* _EXERCISE GOAL_
Identify each line below containing the string "dead" and copy it.

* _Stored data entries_
________

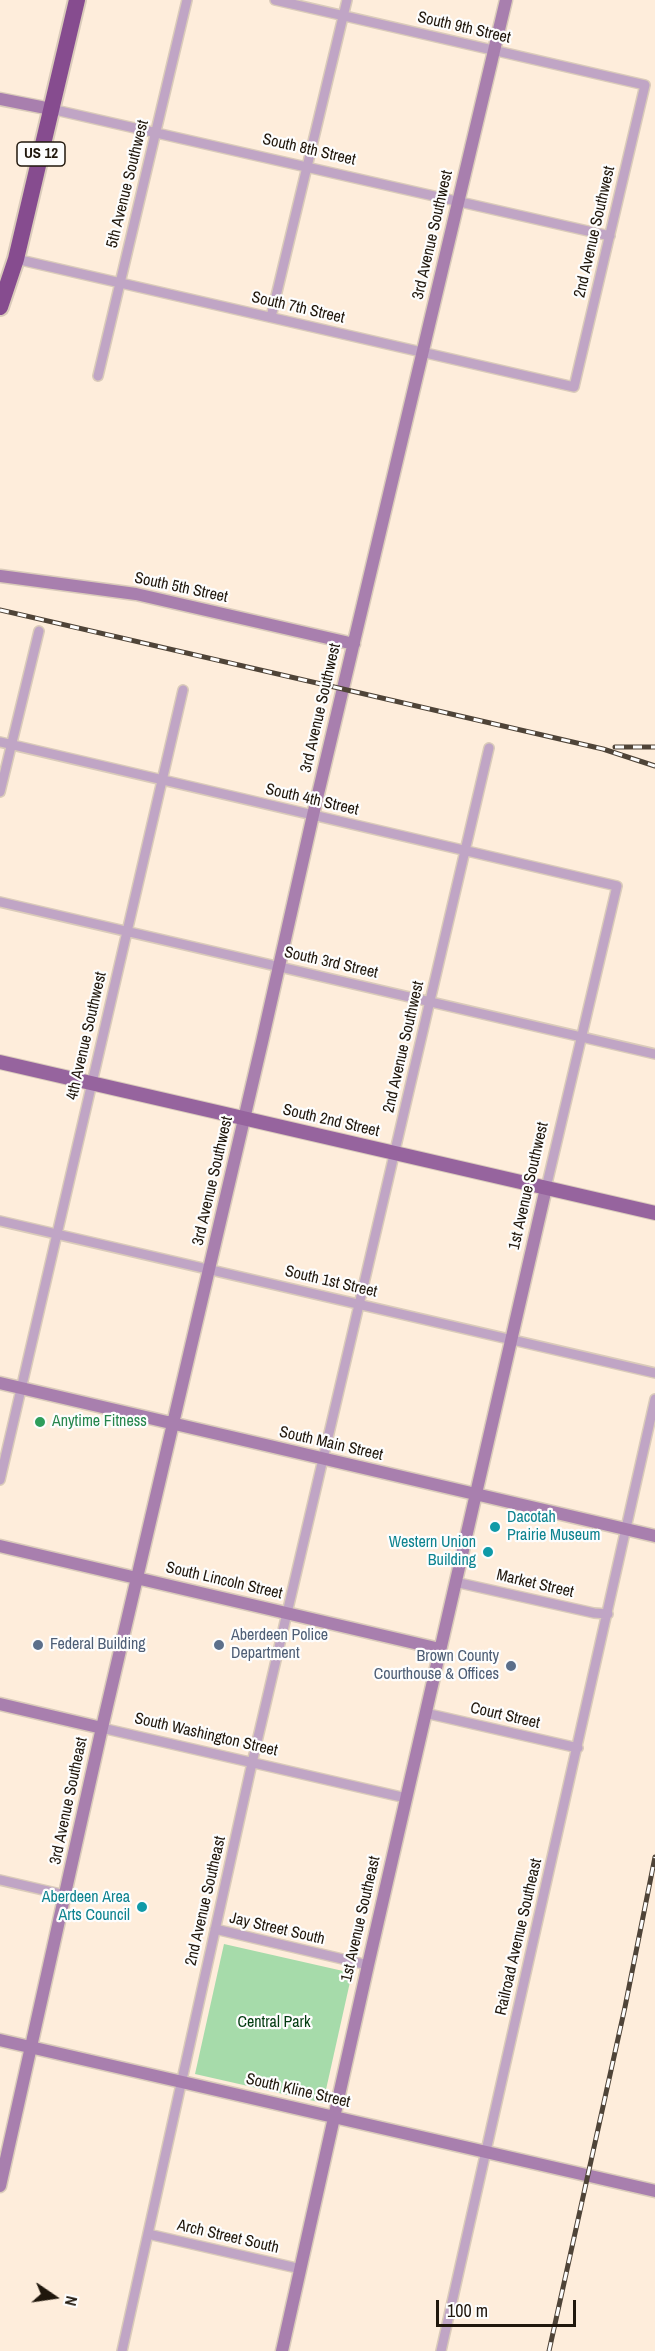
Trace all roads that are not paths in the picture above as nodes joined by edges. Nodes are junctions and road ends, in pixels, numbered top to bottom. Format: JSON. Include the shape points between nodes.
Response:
{"nodes":[{"id":1,"x":77,"y":0,"type":"edge"},
{"id":2,"x":187,"y":0,"type":"edge"},
{"id":3,"x":275,"y":0,"type":"edge"},
{"id":4,"x":347,"y":0,"type":"edge"},
{"id":5,"x":506,"y":0,"type":"edge"},
{"id":6,"x":344,"y":15,"type":"junction"},
{"id":7,"x":494,"y":50,"type":"junction"},
{"id":8,"x":645,"y":85,"type":"joint"},
{"id":9,"x":0,"y":99,"type":"edge"},
{"id":10,"x":51,"y":109,"type":"junction"},
{"id":11,"x":156,"y":132,"type":"junction"},
{"id":12,"x":308,"y":166,"type":"junction"},
{"id":13,"x":458,"y":201,"type":"junction"},
{"id":14,"x":610,"y":236,"type":"junction"},
{"id":15,"x":16,"y":259,"type":"junction"},
{"id":16,"x":119,"y":283,"type":"junction"},
{"id":17,"x":0,"y":307,"type":"edge"},
{"id":18,"x":271,"y":317,"type":"junction"},
{"id":19,"x":422,"y":352,"type":"junction"},
{"id":20,"x":98,"y":376,"type":"dead end"},
{"id":21,"x":574,"y":387,"type":"joint"},
{"id":22,"x":0,"y":576,"type":"edge"},
{"id":23,"x":39,"y":631,"type":"dead end"},
{"id":24,"x":354,"y":644,"type":"junction"},
{"id":25,"x":183,"y":690,"type":"dead end"},
{"id":26,"x":0,"y":742,"type":"edge"},
{"id":27,"x":11,"y":745,"type":"junction"},
{"id":28,"x":489,"y":748,"type":"dead end"},
{"id":29,"x":162,"y":780,"type":"junction"},
{"id":30,"x":0,"y":792,"type":"edge"},
{"id":31,"x":313,"y":815,"type":"junction"},
{"id":32,"x":465,"y":851,"type":"junction"},
{"id":33,"x":617,"y":886,"type":"joint"},
{"id":34,"x":0,"y":902,"type":"edge"},
{"id":35,"x":127,"y":932,"type":"junction"},
{"id":36,"x":279,"y":966,"type":"junction"},
{"id":37,"x":430,"y":1002,"type":"junction"},
{"id":38,"x":581,"y":1037,"type":"junction"},
{"id":39,"x":655,"y":1054,"type":"edge"},
{"id":40,"x":0,"y":1062,"type":"edge"},
{"id":41,"x":91,"y":1083,"type":"junction"},
{"id":42,"x":244,"y":1119,"type":"junction"},
{"id":43,"x":395,"y":1153,"type":"junction"},
{"id":44,"x":546,"y":1188,"type":"junction"},
{"id":45,"x":655,"y":1213,"type":"edge"},
{"id":46,"x":0,"y":1221,"type":"edge"},
{"id":47,"x":57,"y":1234,"type":"junction"},
{"id":48,"x":209,"y":1270,"type":"junction"},
{"id":49,"x":359,"y":1304,"type":"junction"},
{"id":50,"x":510,"y":1340,"type":"junction"},
{"id":51,"x":655,"y":1373,"type":"edge"},
{"id":52,"x":0,"y":1383,"type":"edge"},
{"id":53,"x":21,"y":1388,"type":"junction"},
{"id":54,"x":655,"y":1399,"type":"edge"},
{"id":55,"x":173,"y":1424,"type":"junction"},
{"id":56,"x":324,"y":1459,"type":"junction"},
{"id":57,"x":0,"y":1480,"type":"edge"},
{"id":58,"x":475,"y":1494,"type":"junction"},
{"id":59,"x":626,"y":1529,"type":"junction"},
{"id":60,"x":655,"y":1536,"type":"edge"},
{"id":61,"x":0,"y":1546,"type":"edge"},
{"id":62,"x":137,"y":1578,"type":"junction"},
{"id":63,"x":455,"y":1582,"type":"junction"},
{"id":64,"x":288,"y":1613,"type":"junction"},
{"id":65,"x":608,"y":1614,"type":"junction"},
{"id":66,"x":440,"y":1649,"type":"junction"},
{"id":67,"x":0,"y":1704,"type":"edge"},
{"id":68,"x":425,"y":1713,"type":"junction"},
{"id":69,"x":102,"y":1728,"type":"junction"},
{"id":70,"x":578,"y":1748,"type":"junction"},
{"id":71,"x":252,"y":1763,"type":"junction"},
{"id":72,"x":406,"y":1798,"type":"junction"},
{"id":73,"x":0,"y":1880,"type":"edge"},
{"id":74,"x":65,"y":1895,"type":"junction"},
{"id":75,"x":215,"y":1929,"type":"junction"},
{"id":76,"x":368,"y":1965,"type":"junction"},
{"id":77,"x":0,"y":2040,"type":"edge"},
{"id":78,"x":31,"y":2047,"type":"junction"},
{"id":79,"x":182,"y":2082,"type":"junction"},
{"id":80,"x":334,"y":2117,"type":"junction"},
{"id":81,"x":486,"y":2151,"type":"junction"},
{"id":82,"x":0,"y":2186,"type":"edge"},
{"id":83,"x":655,"y":2190,"type":"edge"},
{"id":84,"x":148,"y":2234,"type":"junction"},
{"id":85,"x":301,"y":2269,"type":"junction"},
{"id":86,"x":122,"y":2351,"type":"edge"},
{"id":87,"x":282,"y":2351,"type":"edge"},
{"id":88,"x":441,"y":2351,"type":"edge"}],
"edges":[{"from":1,"to":10,"type":"highway","number":"US 12"},
{"from":2,"to":11,"type":"street","name":"5th Avenue Southwest"},
{"from":3,"to":6,"type":"street","name":"South 9th Street"},
{"from":4,"to":6,"type":"street"},
{"from":5,"to":7,"type":"street","name":"3rd Avenue Southwest"},
{"from":6,"to":7,"type":"street","name":"South 9th Street"},
{"from":6,"to":12,"type":"street"},
{"from":7,"to":8,"type":"street","name":"South 9th Street"},
{"from":7,"to":13,"type":"street","name":"3rd Avenue Southwest"},
{"from":8,"to":14,"type":"street","name":"2nd Avenue Southwest"},
{"from":9,"to":10,"type":"street","name":"South 8th Street"},
{"from":10,"to":11,"type":"street","name":"South 8th Street"},
{"from":10,"to":15,"type":"highway","number":"US 12"},
{"from":11,"to":12,"type":"street","name":"South 8th Street"},
{"from":11,"to":16,"type":"street","name":"5th Avenue Southwest"},
{"from":12,"to":13,"type":"street","name":"South 8th Street"},
{"from":12,"to":18,"type":"street"},
{"from":13,"to":14,"type":"street","name":"South 8th Street"},
{"from":13,"to":19,"type":"street","name":"3rd Avenue Southwest"},
{"from":14,"to":21,"type":"street","name":"2nd Avenue Southwest"},
{"from":15,"to":16,"type":"street","name":"South 7th Street"},
{"from":15,"to":17,"type":"highway","number":"US 12"},
{"from":16,"to":18,"type":"street","name":"South 7th Street"},
{"from":16,"to":20,"type":"street","name":"5th Avenue Southwest"},
{"from":18,"to":19,"type":"street","name":"South 7th Street"},
{"from":19,"to":21,"type":"street","name":"South 7th Street"},
{"from":19,"to":24,"type":"street","name":"3rd Avenue Southwest"},
{"from":22,"to":24,"type":"street","name":"South 5th Street","via":[[136,594]]},
{"from":23,"to":27,"type":"street"},
{"from":24,"to":31,"type":"street","name":"3rd Avenue Southwest"},
{"from":25,"to":29,"type":"street","name":"4th Avenue Southwest"},
{"from":26,"to":27,"type":"street","name":"South 4th Street"},
{"from":27,"to":29,"type":"street","name":"South 4th Street"},
{"from":27,"to":30,"type":"street"},
{"from":28,"to":32,"type":"street","name":"2nd Avenue Southwest"},
{"from":29,"to":31,"type":"street","name":"South 4th Street"},
{"from":29,"to":35,"type":"street","name":"4th Avenue Southwest"},
{"from":31,"to":32,"type":"street","name":"South 4th Street"},
{"from":31,"to":36,"type":"street","name":"3rd Avenue Southwest"},
{"from":32,"to":33,"type":"street","name":"South 4th Street"},
{"from":32,"to":37,"type":"street","name":"2nd Avenue Southwest"},
{"from":33,"to":38,"type":"street","name":"1st Avenue Southwest"},
{"from":34,"to":35,"type":"street","name":"South 3rd Street"},
{"from":35,"to":36,"type":"street","name":"South 3rd Street"},
{"from":35,"to":41,"type":"street","name":"4th Avenue Southwest"},
{"from":36,"to":37,"type":"street","name":"South 3rd Street"},
{"from":36,"to":42,"type":"street","name":"3rd Avenue Southwest"},
{"from":37,"to":38,"type":"street","name":"South 3rd Street"},
{"from":37,"to":43,"type":"street","name":"2nd Avenue Southwest"},
{"from":38,"to":39,"type":"street","name":"South 3rd Street"},
{"from":38,"to":44,"type":"street","name":"1st Avenue Southwest"},
{"from":40,"to":41,"type":"main road","name":"South 2nd Street"},
{"from":41,"to":42,"type":"main road","name":"South 2nd Street"},
{"from":41,"to":47,"type":"street","name":"4th Avenue Southwest"},
{"from":42,"to":43,"type":"main road","name":"South 2nd Street"},
{"from":42,"to":48,"type":"street","name":"3rd Avenue Southwest"},
{"from":43,"to":44,"type":"main road","name":"South 2nd Street"},
{"from":43,"to":49,"type":"street","name":"2nd Avenue Southwest"},
{"from":44,"to":45,"type":"main road","name":"South 2nd Street"},
{"from":44,"to":50,"type":"street","name":"1st Avenue Southwest"},
{"from":46,"to":47,"type":"street","name":"South 1st Street"},
{"from":47,"to":48,"type":"street","name":"South 1st Street"},
{"from":47,"to":53,"type":"street","name":"4th Avenue Southwest"},
{"from":48,"to":49,"type":"street","name":"South 1st Street"},
{"from":48,"to":55,"type":"street","name":"3rd Avenue Southwest"},
{"from":49,"to":50,"type":"street","name":"South 1st Street"},
{"from":49,"to":56,"type":"street","name":"2nd Avenue Southwest"},
{"from":50,"to":51,"type":"street","name":"South 1st Street"},
{"from":50,"to":58,"type":"street","name":"1st Avenue Southwest"},
{"from":52,"to":53,"type":"street","name":"South Main Street"},
{"from":53,"to":55,"type":"street","name":"South Main Street"},
{"from":53,"to":57,"type":"street","name":"4th Avenue Southwest"},
{"from":54,"to":59,"type":"street","name":"Railroad Avenue Southeast"},
{"from":55,"to":56,"type":"street","name":"South Main Street"},
{"from":55,"to":62,"type":"street","name":"3rd Avenue Southeast"},
{"from":56,"to":58,"type":"street","name":"South Main Street"},
{"from":56,"to":64,"type":"street","name":"2nd Avenue Southeast"},
{"from":58,"to":59,"type":"street","name":"South Main Street"},
{"from":58,"to":63,"type":"street","name":"1st Avenue Southeast"},
{"from":59,"to":60,"type":"street","name":"South Main Street"},
{"from":59,"to":65,"type":"street","name":"Railroad Avenue Southeast"},
{"from":61,"to":62,"type":"street","name":"South Lincoln Street"},
{"from":62,"to":64,"type":"street","name":"South Lincoln Street"},
{"from":62,"to":69,"type":"street","name":"3rd Avenue Southeast"},
{"from":63,"to":65,"type":"street","name":"Market Street"},
{"from":63,"to":66,"type":"street","name":"1st Avenue Southeast"},
{"from":64,"to":66,"type":"street","name":"South Lincoln Street"},
{"from":64,"to":71,"type":"street","name":"2nd Avenue Southeast"},
{"from":65,"to":70,"type":"street","name":"Railroad Avenue Southeast"},
{"from":66,"to":68,"type":"street","name":"1st Avenue Southeast"},
{"from":67,"to":69,"type":"street","name":"South Washington Street"},
{"from":68,"to":70,"type":"street","name":"Court Street"},
{"from":68,"to":72,"type":"street","name":"1st Avenue Southeast"},
{"from":69,"to":71,"type":"street","name":"South Washington Street"},
{"from":69,"to":74,"type":"street","name":"3rd Avenue Southeast"},
{"from":70,"to":81,"type":"street","name":"Railroad Avenue Southeast"},
{"from":71,"to":72,"type":"street","name":"South Washington Street"},
{"from":71,"to":75,"type":"street","name":"2nd Avenue Southeast"},
{"from":72,"to":76,"type":"street","name":"1st Avenue Southeast"},
{"from":73,"to":74,"type":"street"},
{"from":74,"to":78,"type":"street","name":"3rd Avenue Southeast"},
{"from":75,"to":76,"type":"street","name":"Jay Street South"},
{"from":75,"to":79,"type":"street","name":"2nd Avenue Southeast"},
{"from":76,"to":80,"type":"street","name":"1st Avenue Southeast"},
{"from":77,"to":78,"type":"street","name":"South Kline Street"},
{"from":78,"to":79,"type":"street","name":"South Kline Street"},
{"from":78,"to":82,"type":"street","name":"3rd Avenue Southeast"},
{"from":79,"to":80,"type":"street","name":"South Kline Street"},
{"from":79,"to":84,"type":"street","name":"2nd Avenue Southeast"},
{"from":80,"to":81,"type":"street","name":"South Kline Street"},
{"from":80,"to":85,"type":"street","name":"1st Avenue Southeast"},
{"from":81,"to":83,"type":"street","name":"South Kline Street"},
{"from":81,"to":88,"type":"street","name":"Railroad Avenue Southeast"},
{"from":84,"to":85,"type":"street","name":"Arch Street South"},
{"from":84,"to":86,"type":"street","name":"2nd Avenue Southeast"},
{"from":85,"to":87,"type":"street","name":"1st Avenue Southeast"}]}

________

* _SOLVED EXERCISE_
{"id":20,"x":98,"y":376,"type":"dead end"},
{"id":23,"x":39,"y":631,"type":"dead end"},
{"id":25,"x":183,"y":690,"type":"dead end"},
{"id":28,"x":489,"y":748,"type":"dead end"},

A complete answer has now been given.